• _Task details_:
Please return every line of the records that contains the word "road".

----- Source material -----

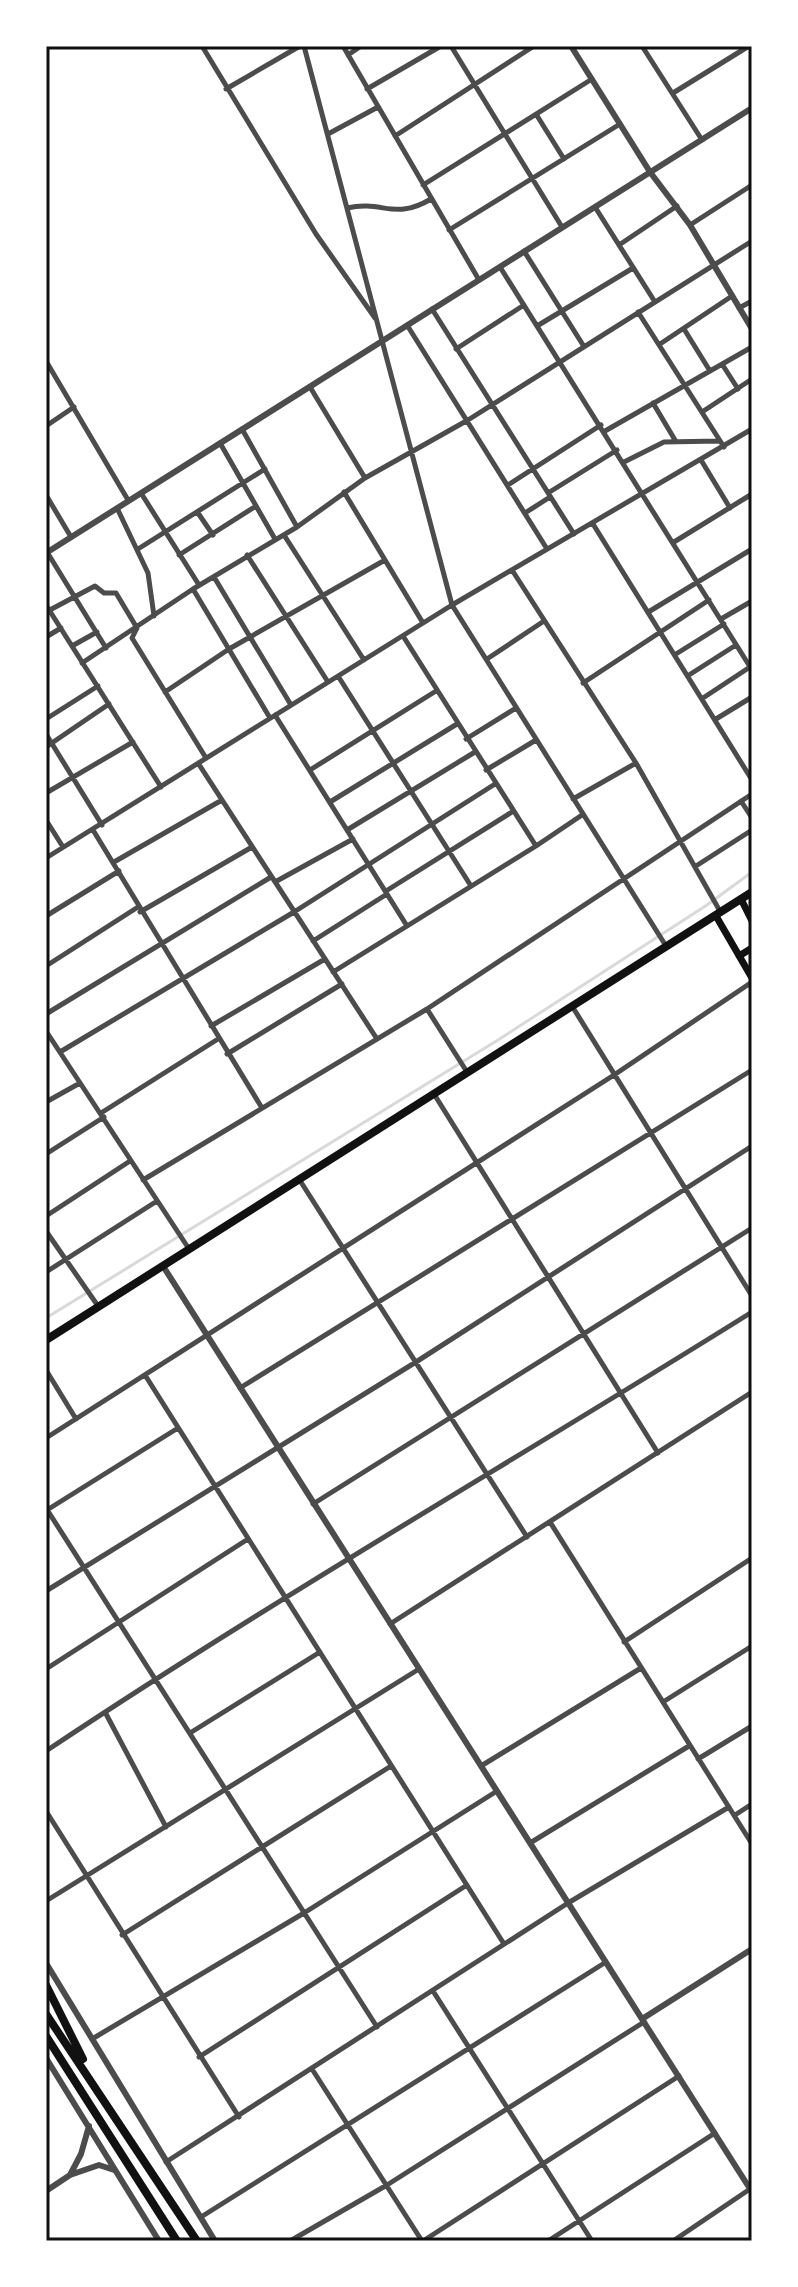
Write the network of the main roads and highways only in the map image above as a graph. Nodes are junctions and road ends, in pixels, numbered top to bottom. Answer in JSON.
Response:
{"nodes":[{"id":1,"x":752,"y":892,"type":"edge"},
{"id":2,"x":741,"y":899,"type":"junction"},
{"id":3,"x":718,"y":914,"type":"junction"},
{"id":4,"x":752,"y":921,"type":"edge"},
{"id":5,"x":752,"y":948,"type":"edge"},
{"id":6,"x":739,"y":956,"type":"junction"},
{"id":7,"x":752,"y":980,"type":"edge"},
{"id":8,"x":46,"y":1340,"type":"edge"},
{"id":9,"x":46,"y":1985,"type":"edge"},
{"id":10,"x":46,"y":2014,"type":"edge"},
{"id":11,"x":46,"y":2036,"type":"edge"},
{"id":12,"x":91,"y":2079,"type":"junction"},
{"id":13,"x":177,"y":2241,"type":"edge"},
{"id":14,"x":197,"y":2241,"type":"edge"}],
"edges":[{"from":1,"to":2,"type":"highway"},
{"from":2,"to":3,"type":"highway"},
{"from":2,"to":4,"type":"main road"},
{"from":3,"to":6,"type":"main road"},
{"from":3,"to":8,"type":"highway"},
{"from":5,"to":6,"type":"main road"},
{"from":6,"to":7,"type":"main road"},
{"from":9,"to":12,"type":"highway"},
{"from":10,"to":12,"type":"highway"},
{"from":11,"to":13,"type":"highway"},
{"from":12,"to":14,"type":"highway"}]}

-----

• _Answer to this problem_:
Write the network of the main roads and highways only in the map image above as a graph. Nodes are junctions and road ends, in pixels, numbered top to bottom. Answer in JSON.
{"from":2,"to":4,"type":"main road"},
{"from":3,"to":6,"type":"main road"},
{"from":5,"to":6,"type":"main road"},
{"from":6,"to":7,"type":"main road"},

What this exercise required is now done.